If we're to not allow undefined as registration tokens, does it make sense then to automatically use holding as the token if none (undefined) is provided?

I keep finding myself writing finalizationGroup.register(target, info, info);

@erights
Copy link
Contributor

erights commented Apr 4, 2019

When we came up with this API, we expected that fg.register(target, info, info) would be a common pattern. But the uses of registration token that do not fall into this pattern are still necessary and useful. In particular, omitting the token in order not to register.

Using undefined as the registration token should not cause unregistration.
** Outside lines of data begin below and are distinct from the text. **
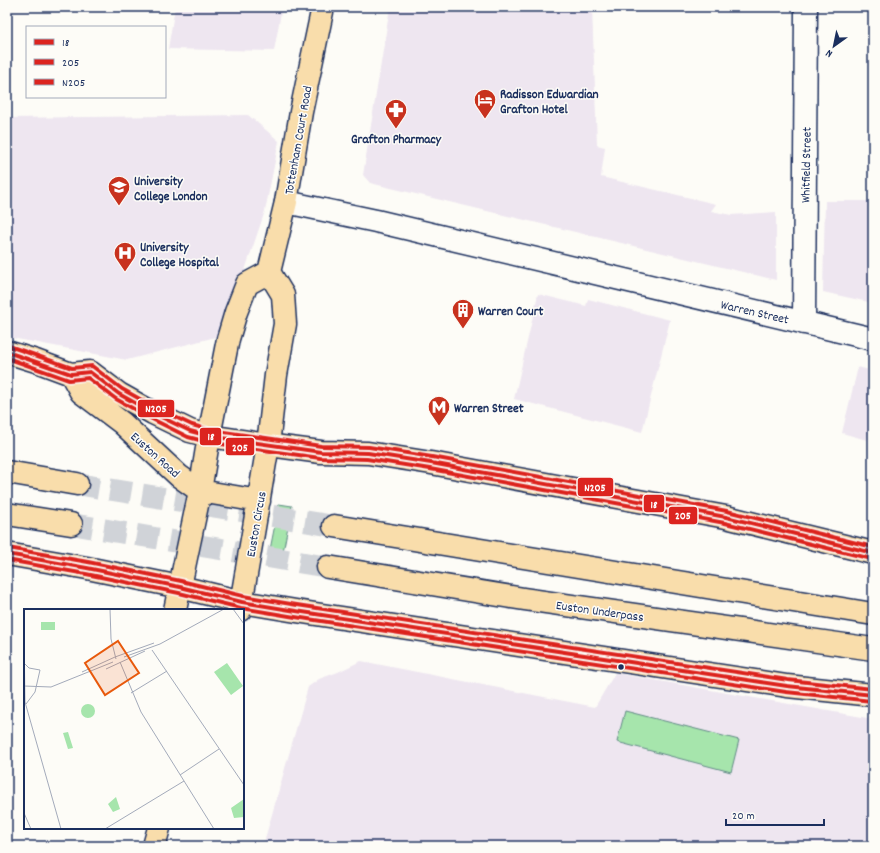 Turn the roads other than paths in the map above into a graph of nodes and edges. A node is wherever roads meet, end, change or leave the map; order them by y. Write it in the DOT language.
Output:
graph roads {
  1 [pos="324,7"];
  2 [pos="806,7"];
  3 [pos="286,202"];
  4 [pos="268,272"];
  5 [pos="804,323"];
  6 [pos="873,339"];
  7 [pos="7,352"];
  8 [pos="71,374"];
  9 [pos="209,436"];
  10 [pos="268,446"];
  11 [pos="7,472"];
  12 [pos="77,484"];
  13 [pos="200,491"];
  14 [pos="260,501"];
  15 [pos="7,514"];
  16 [pos="71,524"];
  17 [pos="334,526"];
  18 [pos="873,553"];
  19 [pos="7,554"];
  20 [pos="328,567"];
  21 [pos="180,587"];
  22 [pos="241,606"];
  23 [pos="175,609"];
  24 [pos="873,614"];
  25 [pos="873,649"];
  26 [pos="873,695"];
  27 [pos="159,829"];
  28 [pos="154,846"];
  1 -- 3 [label="main road, Tottenham Court Road"];
  2 -- 5 [label="street, Whitfield Street"];
  3 -- 4 [label="main road, Tottenham Court Road"];
  3 -- 5 [label="street, Warren Street"];
  4 -- 9 [label="main road"];
  4 -- 10 [label="main road"];
  5 -- 6 [label="street, Warren Street"];
  7 -- 8 [label="main road"];
  8 -- 9 [label="main road"];
  8 -- 13 [label="main road, Euston Road"];
  9 -- 10 [label="main road"];
  9 -- 13 [label="main road"];
  10 -- 14 [label="main road, Euston Circus"];
  10 -- 18 [label="main road"];
  11 -- 12 [label="main road"];
  13 -- 14 [label="main road, Euston Road"];
  13 -- 21 [label="main road"];
  14 -- 22 [label="main road, Euston Circus"];
  15 -- 16 [label="main road"];
  17 -- 24 [label="main road"];
  19 -- 21 [label="main road"];
  20 -- 25 [label="main road, Euston Underpass"];
  21 -- 22 [label="main road"];
  21 -- 23 [label="main road"];
  22 -- 26 [label="main road"];
  27 -- 28 [label="main road"];
}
Rather, it should act exactly as omitting this argument would: it would fail to cause a registration, but would not affect any existing registration.

@mhofman
Copy link
Member

mhofman commented Apr 5, 2019

Using undefined as the registration token should not cause unregistration. Rather, it should act exactly as omitting this argument would: it would fail to cause a registration, but would not affect any existing registration.

Sorry, not sure I follow. What is register(target, info) supposed to do? It should create a cell, right?
I guess you mean the user wouldn't be able to un-register such a holding?

@erights
Copy link
Contributor

erights commented Apr 5, 2019

I guess you mean the user wouldn't be able to un-register such a holding?

Exactly. This will be a frequent case, and we designed the API so that this case didn't need to pay for bookkeeping it does not need.

By contrast, a frequent pattern for reified ability to unregister in other APIs, for example Observable, is to return a function (or object with method) that one can call to unregister. This makes all unregisterable operations pay for bookkeeping that is rarely needed. If we had thought of it at the time, we should have used the registration token pattern there as well.

@littledan
Copy link
Member

@erights I agree with you. A remaining question in my mind is, should we permit something like a Number to be an unregistration token?

@zenparsing
Copy link
Member

If we had thought of it at the time, we should have used the registration token pattern there (Observable) as well.

I'm not so sure. The compositional nature of the API was fairly well tied up with the return value, and it would have been argued for on ergonomic grounds anyway.

I wonder if this is another case where we would have benefited from a language-level generalized cancel token API, instead of the platform-specific AbortController thing we have.

@mhofman
Copy link
Member

mhofman commented Apr 5, 2019

I understand the wish for being able to optimize the case when user don't need to unregister. However right now I'm a little concerned about the ergonomics as a developer.

First, there's not really a precedent for a registration token passed to an API that's different than the thing being registered.
Writing the tests I've actually found myself writing register(target, info) instead of register(target, info, info) a surprising amount of times. Since I was writing tests, it got caught quickly, but I wouldn't be so sure for regular code.
The problem is that the mistake is sneaky. Editors will not warn you about it at all since the token is an optional parameter. Calling unregister with a token that doesn't exist will also not really warn you since most people don't check return values. And there are genuine code paths for the unregister method returning false, aka calling unregister after the target was collected.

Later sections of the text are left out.